In actual use, the insulation structure can be designed as a strap with a certain width in the prior art, and it can be directly wound on the busbar of the high-voltage switchgear, which can be conveniently and effectively implemented for heterogeneous positions such as busbar joints. Fully insulated. The transition layer 1 is arranged on the outer surface of the busbar and directly contacts the busbar, that is, the three-layer insulation structure of the transition layer 1, the heat conduction and heat dissipation layer 2 and the insulation protection layer 3 is sequentially formed on the surface of the high-voltage busbar, in which the insulation protection layer 3 Located on the outermost layer of the busbar. When the high-voltage switchgear is used for a long time, the heat conduction and heat dissipation layer 2 avoids possible condensation in a humid environment and temperature difference, and ensures long-term drying of the insulating structure.

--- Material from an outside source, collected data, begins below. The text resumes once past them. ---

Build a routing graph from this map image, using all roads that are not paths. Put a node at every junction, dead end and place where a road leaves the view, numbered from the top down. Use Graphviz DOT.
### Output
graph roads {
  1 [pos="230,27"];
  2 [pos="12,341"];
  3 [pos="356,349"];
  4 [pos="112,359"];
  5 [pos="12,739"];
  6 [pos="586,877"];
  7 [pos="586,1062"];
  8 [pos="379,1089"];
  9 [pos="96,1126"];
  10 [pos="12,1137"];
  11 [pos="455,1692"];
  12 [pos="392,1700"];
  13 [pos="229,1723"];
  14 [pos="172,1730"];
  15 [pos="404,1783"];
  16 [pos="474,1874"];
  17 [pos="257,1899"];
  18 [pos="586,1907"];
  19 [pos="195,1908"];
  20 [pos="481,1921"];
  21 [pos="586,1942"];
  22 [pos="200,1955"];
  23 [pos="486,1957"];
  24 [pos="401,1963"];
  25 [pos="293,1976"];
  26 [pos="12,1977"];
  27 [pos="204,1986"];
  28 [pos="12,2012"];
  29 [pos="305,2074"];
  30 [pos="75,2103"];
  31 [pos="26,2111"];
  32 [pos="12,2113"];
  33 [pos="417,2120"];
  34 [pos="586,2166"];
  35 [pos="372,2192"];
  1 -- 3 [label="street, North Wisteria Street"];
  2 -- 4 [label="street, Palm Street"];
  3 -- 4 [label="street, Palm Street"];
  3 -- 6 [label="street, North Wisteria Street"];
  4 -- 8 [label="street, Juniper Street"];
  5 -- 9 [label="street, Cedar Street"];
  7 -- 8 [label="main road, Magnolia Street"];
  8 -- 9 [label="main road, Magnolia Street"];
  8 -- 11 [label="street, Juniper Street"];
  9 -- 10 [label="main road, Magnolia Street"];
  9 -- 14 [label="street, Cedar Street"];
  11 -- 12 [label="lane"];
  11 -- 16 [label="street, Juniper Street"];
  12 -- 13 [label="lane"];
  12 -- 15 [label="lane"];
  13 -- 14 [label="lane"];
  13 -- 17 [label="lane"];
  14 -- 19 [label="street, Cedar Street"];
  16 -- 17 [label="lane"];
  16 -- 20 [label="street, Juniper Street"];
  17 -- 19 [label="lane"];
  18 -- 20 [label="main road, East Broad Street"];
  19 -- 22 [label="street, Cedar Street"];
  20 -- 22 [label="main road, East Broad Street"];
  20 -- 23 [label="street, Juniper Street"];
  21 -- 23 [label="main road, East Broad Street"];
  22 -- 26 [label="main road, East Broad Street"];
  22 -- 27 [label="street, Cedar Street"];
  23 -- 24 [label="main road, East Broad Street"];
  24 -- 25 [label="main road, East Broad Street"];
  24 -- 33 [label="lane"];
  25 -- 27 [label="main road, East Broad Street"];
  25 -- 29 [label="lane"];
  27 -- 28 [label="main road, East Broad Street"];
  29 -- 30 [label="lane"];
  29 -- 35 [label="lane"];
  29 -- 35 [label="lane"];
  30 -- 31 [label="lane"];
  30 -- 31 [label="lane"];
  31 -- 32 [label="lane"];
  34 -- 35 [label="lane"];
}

The basic principles, main features and advantages of the present invention have been shown and described above. Those skilled in the art should understand that the present invention is not limited by the above-mentioned embodiments. What are described in the above-mentioned embodiments and the description are only the principles of the present invention. Variations and improvements, which fall within the scope of the claimed invention. The scope of protection required by the present invention is defined by the appended claims and their equivalents.

Claims (2)

1. An insulation structure for high-voltage switchgear busbars, characterized in that it includes a transition layer (1), a heat conduction and heat dissipation layer (2) and an insulation protection layer (3), and the transition layer (1) is set on Above the heat conduction and heat dissipation layer (2), the insulating protection layer (3) is arranged below the heat conduction and heat dissipation layer (2), the thickness of the transition layer (1) is 0.05mm-0.2mm, and the insulation protection layer (3 ) is 1mm-5mm in thickness; the material of the transition layer (1) is silicone; the material of the heat conduction and heat dissipation layer (2) and the insulating protective layer (3) are both silicone. 2. An insulating structure for high-voltage switchgear busbars according to claim 1, characterized in that: the transition layer (1) is bonded above the heat-conducting and heat-dissipating layer (2), and the insulating protective layer (3 ) are bonded under the heat conduction and heat dissipation layer (2).